El pacto con los gobernadores es otra muestra de esa indiferencia por la suerte de los gobernados, ya que el texto no incluye ningún objetivo de promoción social pero congela la inversión pública por cinco años, lo que presupone otro impedimento para crear empleos, desplegar obra pública y redistribuir la riqueza en términos de equidad y justicia. Todo lo que se les ocurre es el asistencialismo clientelar, corrompido por las avaricias burocráticas y las codicias de los distribuidores. A esta altura, por cierto, es cada vez más difícil distinguir las diferencias entre radicales y menemistas, pero resulta natural que Domingo Cavallo se ofrezca como vicepresidente, al lado de Fernando de la Rúa, o que operadores de Menem expliquen a quien quiera oírlos que, para beneficio de la relación con los mercados, lo que hace falta es un segundo Pacto de Olivos, mientras disminuye el volumen de quejas en el oficialismo contra cualquiera de esas posibilidades. Sólo falta que estos capítulos se incluyan en la letra chica del acuerdo con el Fondo Monetario Internacional (FMI), cuya delegación llegará la próxima semana para revisar el cuaderno de deberes de la administración nacional.

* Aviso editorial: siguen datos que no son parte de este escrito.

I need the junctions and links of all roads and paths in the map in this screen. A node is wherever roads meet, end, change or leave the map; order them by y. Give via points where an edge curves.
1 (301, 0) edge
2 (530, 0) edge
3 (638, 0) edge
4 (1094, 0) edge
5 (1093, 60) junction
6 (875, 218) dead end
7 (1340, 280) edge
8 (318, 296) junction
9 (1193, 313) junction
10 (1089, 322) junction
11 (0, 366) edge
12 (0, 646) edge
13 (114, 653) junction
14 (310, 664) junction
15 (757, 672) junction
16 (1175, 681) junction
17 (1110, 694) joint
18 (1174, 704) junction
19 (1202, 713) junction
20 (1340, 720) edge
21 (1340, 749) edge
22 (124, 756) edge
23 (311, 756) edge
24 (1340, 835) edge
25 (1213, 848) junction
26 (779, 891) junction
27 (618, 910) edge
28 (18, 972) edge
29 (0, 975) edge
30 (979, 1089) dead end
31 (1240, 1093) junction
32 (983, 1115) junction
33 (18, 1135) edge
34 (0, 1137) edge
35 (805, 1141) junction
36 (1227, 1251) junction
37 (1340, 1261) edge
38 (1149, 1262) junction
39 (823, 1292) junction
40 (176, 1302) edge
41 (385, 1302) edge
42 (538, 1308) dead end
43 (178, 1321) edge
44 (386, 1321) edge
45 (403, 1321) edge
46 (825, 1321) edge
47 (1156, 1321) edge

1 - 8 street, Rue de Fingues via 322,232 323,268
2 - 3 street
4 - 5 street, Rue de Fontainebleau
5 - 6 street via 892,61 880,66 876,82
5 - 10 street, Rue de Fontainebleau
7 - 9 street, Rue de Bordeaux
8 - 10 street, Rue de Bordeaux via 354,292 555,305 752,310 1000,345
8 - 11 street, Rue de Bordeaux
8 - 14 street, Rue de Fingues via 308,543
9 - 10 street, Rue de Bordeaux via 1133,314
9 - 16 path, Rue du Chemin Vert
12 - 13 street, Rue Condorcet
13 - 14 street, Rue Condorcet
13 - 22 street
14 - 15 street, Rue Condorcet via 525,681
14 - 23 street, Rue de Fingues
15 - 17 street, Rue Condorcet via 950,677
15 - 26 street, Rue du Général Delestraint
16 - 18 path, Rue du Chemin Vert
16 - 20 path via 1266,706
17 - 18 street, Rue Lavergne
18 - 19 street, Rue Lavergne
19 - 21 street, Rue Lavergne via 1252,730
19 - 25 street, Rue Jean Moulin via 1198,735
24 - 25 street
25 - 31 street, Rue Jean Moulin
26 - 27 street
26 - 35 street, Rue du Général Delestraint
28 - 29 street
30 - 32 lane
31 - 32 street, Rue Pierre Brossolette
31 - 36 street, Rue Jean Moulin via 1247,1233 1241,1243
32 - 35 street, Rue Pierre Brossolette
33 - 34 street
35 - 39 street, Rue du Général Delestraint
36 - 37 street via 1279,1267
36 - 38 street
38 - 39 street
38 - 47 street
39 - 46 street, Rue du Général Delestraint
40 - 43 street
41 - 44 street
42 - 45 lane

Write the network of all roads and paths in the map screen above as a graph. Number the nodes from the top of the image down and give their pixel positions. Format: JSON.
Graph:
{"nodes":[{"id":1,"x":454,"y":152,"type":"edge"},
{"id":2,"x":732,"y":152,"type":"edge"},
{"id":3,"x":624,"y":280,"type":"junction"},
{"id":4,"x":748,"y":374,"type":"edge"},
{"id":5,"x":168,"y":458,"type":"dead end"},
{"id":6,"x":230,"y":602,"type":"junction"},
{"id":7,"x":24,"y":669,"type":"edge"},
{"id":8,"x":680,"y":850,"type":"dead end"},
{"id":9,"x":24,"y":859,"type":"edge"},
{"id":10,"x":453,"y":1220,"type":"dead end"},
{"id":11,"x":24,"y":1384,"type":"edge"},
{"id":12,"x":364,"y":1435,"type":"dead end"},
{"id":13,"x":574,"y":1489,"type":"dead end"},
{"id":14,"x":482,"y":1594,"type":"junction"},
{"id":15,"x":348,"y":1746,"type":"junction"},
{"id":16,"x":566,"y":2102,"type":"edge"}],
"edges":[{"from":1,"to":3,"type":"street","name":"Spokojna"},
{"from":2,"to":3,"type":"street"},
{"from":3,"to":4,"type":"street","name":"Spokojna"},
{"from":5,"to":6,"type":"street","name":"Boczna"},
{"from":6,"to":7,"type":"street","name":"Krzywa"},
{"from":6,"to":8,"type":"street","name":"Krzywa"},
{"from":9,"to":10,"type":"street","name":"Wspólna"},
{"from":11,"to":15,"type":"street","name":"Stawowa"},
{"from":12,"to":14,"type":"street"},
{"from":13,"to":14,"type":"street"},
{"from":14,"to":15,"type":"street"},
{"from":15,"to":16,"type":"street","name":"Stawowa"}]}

¿Podrá o querrá el Congreso atender a las demandas de sus votantes? Aunque no tenga el número para hacer mayoría propia, buena parte de esa responsabilidad recae sobre el Frepaso, no sólo por los compromisos que adquirió con sus bases en la última década sino porque, además, el rumbo actual terminará por desintegrarlo en múltiples fracciones, como si regresara al sitio anterior de su formación pero con la carga adicional de haber fracasado en sus propósitos fundacionales. ¿Seguirá doblándose el radicalismo sin romperse? ¿Hasta cuándo el peronismo soportará la multipolaridad en la conducción o contendrá sus apetitos de poder? Las repercusiones de la huelga cumplida todavía no han alcanzado su apogeo, por lo menos hasta que la lectura minuciosa de sus alcances no haya sido agotada por quienes aspiran al favor popular.